= To do =
Counting only lines that contain the word "roads", state the total for the listing below and nothing else.

= Entries shown =
*** Block opens ***

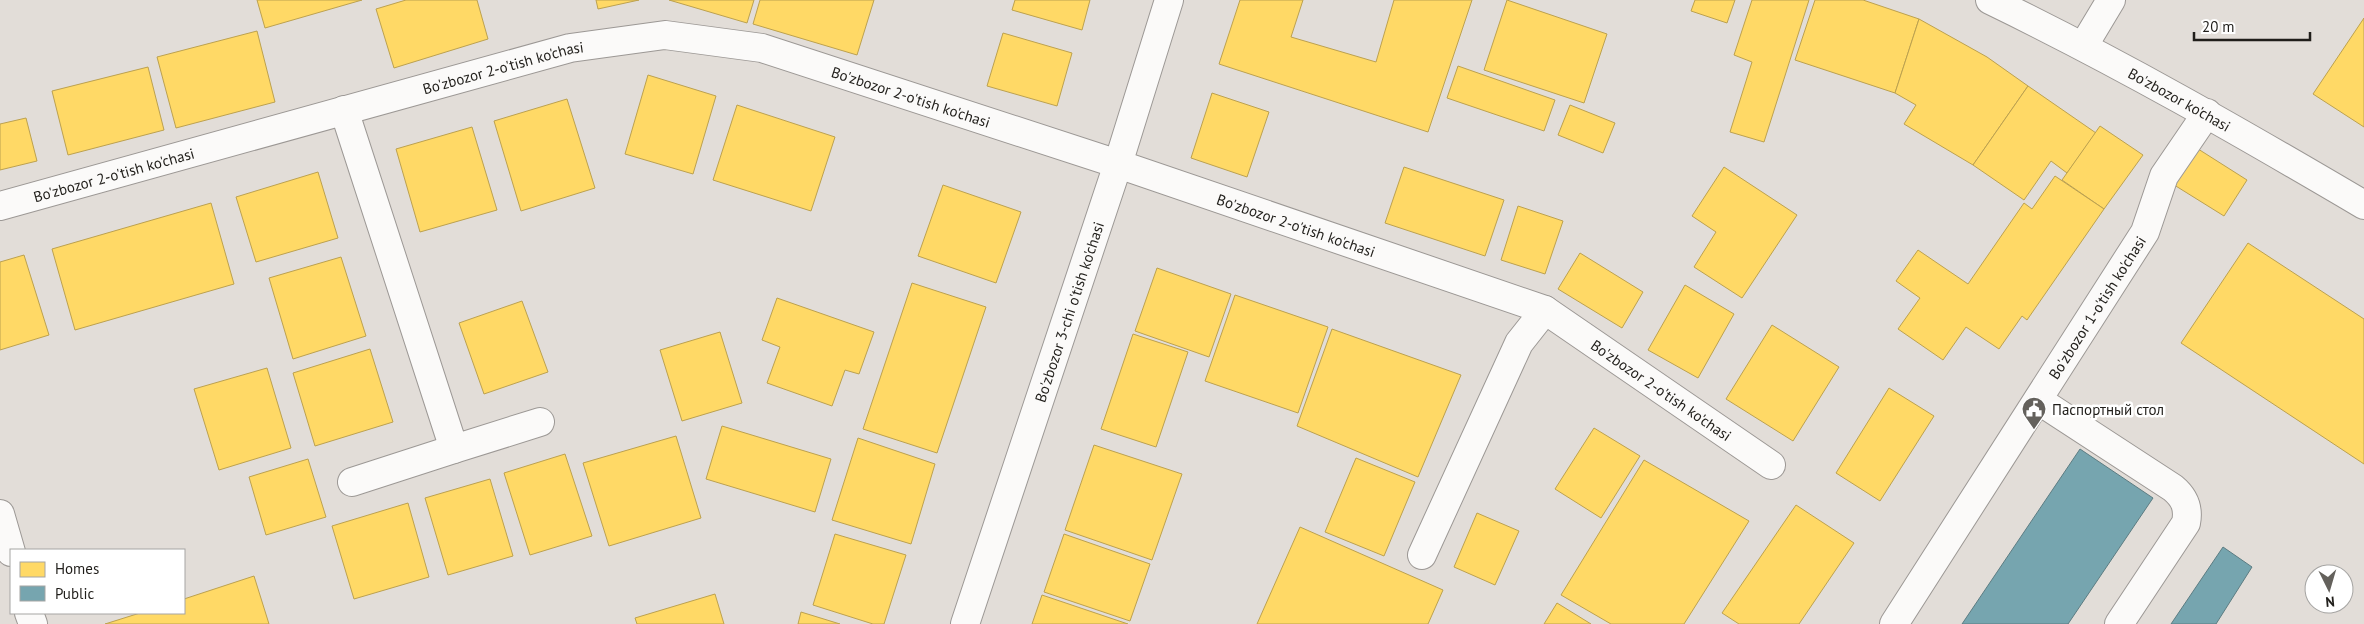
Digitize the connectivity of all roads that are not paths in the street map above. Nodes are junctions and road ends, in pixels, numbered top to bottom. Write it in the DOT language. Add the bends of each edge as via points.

*** Block closes ***
*** Block opens ***

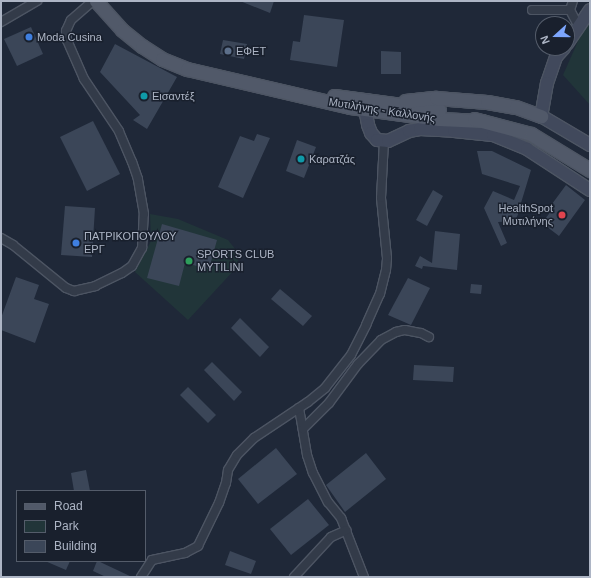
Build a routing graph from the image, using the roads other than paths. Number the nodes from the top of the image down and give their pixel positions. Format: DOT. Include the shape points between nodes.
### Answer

*** Block closes ***

= Output =
2